# PROBLEM TO SOLVE:
Please copy the records below word for word, leaving out the pictures.

-------- DATA EXTRACT --------

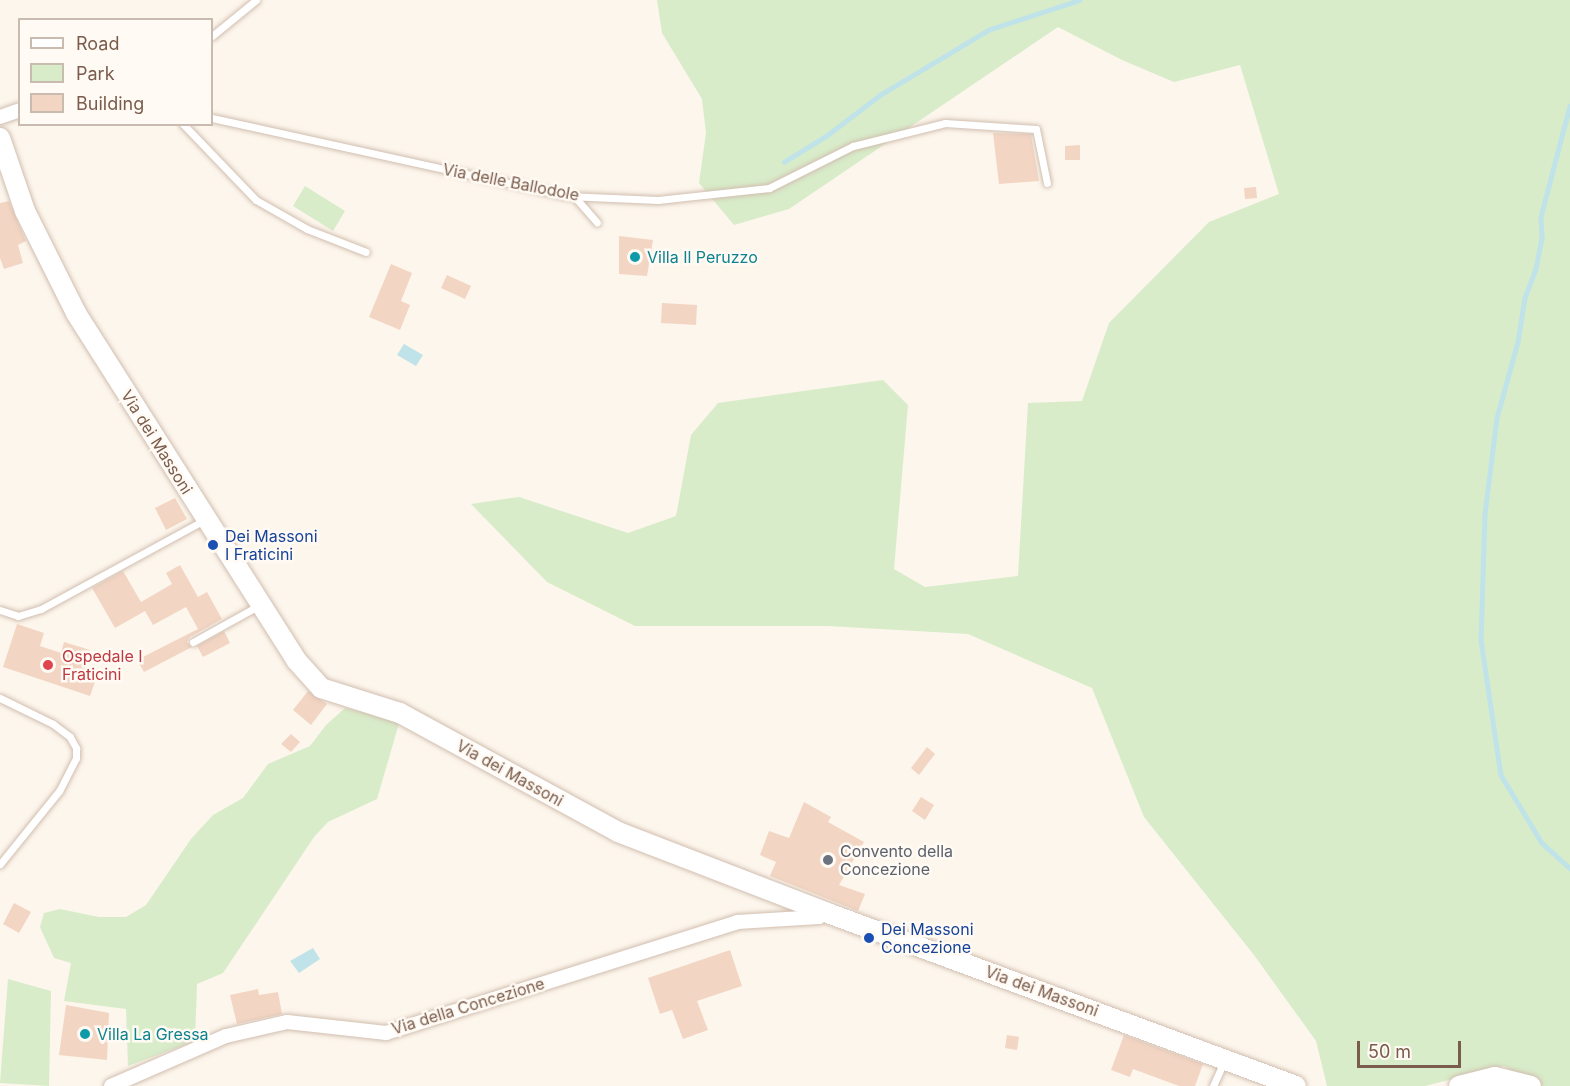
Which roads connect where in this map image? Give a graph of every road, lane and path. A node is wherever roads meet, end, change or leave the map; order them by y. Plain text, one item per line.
1 (256, 0) edge
2 (213, 35) edge
3 (18, 111) edge
4 (0, 117) edge
5 (213, 118) edge
6 (185, 126) edge
7 (0, 138) edge
8 (1047, 183) dead end
9 (574, 196) junction
10 (597, 222) dead end
11 (366, 252) dead end
12 (206, 519) junction
13 (261, 605) junction
14 (0, 610) edge
15 (194, 642) dead end
16 (0, 698) edge
17 (0, 864) edge
18 (825, 912) junction
19 (1224, 1059) junction
20 (111, 1086) edge
21 (1214, 1086) edge
22 (1296, 1086) edge
23 (1459, 1086) edge
24 (1531, 1086) edge

1 - 2 lane
3 - 4 street
5 - 9 lane, Via delle Ballodole
6 - 11 lane
7 - 12 street, Via dei Massoni
8 - 9 lane, Via delle Ballodole
9 - 10 lane
12 - 13 street, Via dei Massoni
12 - 14 lane
13 - 15 lane
13 - 18 street, Via dei Massoni
16 - 17 lane
18 - 19 street, Via dei Massoni
18 - 20 street, Via della Concezione
19 - 21 lane
19 - 22 street, Via dei Massoni
23 - 24 street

--------

# ANSWER TO THIS EXERCISE:
Which roads connect where in this map image? Give a graph of every road, lane and path. A node is wherever roads meet, end, change or leave the map; order them by y. Plain text, one item per line.
1 (256, 0) edge
2 (213, 35) edge
3 (18, 111) edge
4 (0, 117) edge
5 (213, 118) edge
6 (185, 126) edge
7 (0, 138) edge
8 (1047, 183) dead end
9 (574, 196) junction
10 (597, 222) dead end
11 (366, 252) dead end
12 (206, 519) junction
13 (261, 605) junction
14 (0, 610) edge
15 (194, 642) dead end
16 (0, 698) edge
17 (0, 864) edge
18 (825, 912) junction
19 (1224, 1059) junction
20 (111, 1086) edge
21 (1214, 1086) edge
22 (1296, 1086) edge
23 (1459, 1086) edge
24 (1531, 1086) edge

1 - 2 lane
3 - 4 street
5 - 9 lane, Via delle Ballodole
6 - 11 lane
7 - 12 street, Via dei Massoni
8 - 9 lane, Via delle Ballodole
9 - 10 lane
12 - 13 street, Via dei Massoni
12 - 14 lane
13 - 15 lane
13 - 18 street, Via dei Massoni
16 - 17 lane
18 - 19 street, Via dei Massoni
18 - 20 street, Via della Concezione
19 - 21 lane
19 - 22 street, Via dei Massoni
23 - 24 street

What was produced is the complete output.